■ **Task to complete**:
Repeat back the entries that follow, keeping every word as it is.

Collected data entries
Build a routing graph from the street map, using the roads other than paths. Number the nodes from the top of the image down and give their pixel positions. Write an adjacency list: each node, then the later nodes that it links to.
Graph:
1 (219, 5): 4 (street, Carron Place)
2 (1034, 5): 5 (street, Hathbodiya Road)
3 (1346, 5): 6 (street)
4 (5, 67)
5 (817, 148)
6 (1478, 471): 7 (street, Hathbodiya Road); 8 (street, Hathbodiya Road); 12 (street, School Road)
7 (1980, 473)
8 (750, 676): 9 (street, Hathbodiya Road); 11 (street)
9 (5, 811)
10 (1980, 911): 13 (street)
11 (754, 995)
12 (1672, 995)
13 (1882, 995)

■ **Answer to the exercise**:
Build a routing graph from the street map, using the roads other than paths. Number the nodes from the top of the image down and give their pixel positions. Write an adjacency list: each node, then the later nodes that it links to.
Graph:
1 (219, 5): 4 (street, Carron Place)
2 (1034, 5): 5 (street, Hathbodiya Road)
3 (1346, 5): 6 (street)
4 (5, 67)
5 (817, 148)
6 (1478, 471): 7 (street, Hathbodiya Road); 8 (street, Hathbodiya Road); 12 (street, School Road)
7 (1980, 473)
8 (750, 676): 9 (street, Hathbodiya Road); 11 (street)
9 (5, 811)
10 (1980, 911): 13 (street)
11 (754, 995)
12 (1672, 995)
13 (1882, 995)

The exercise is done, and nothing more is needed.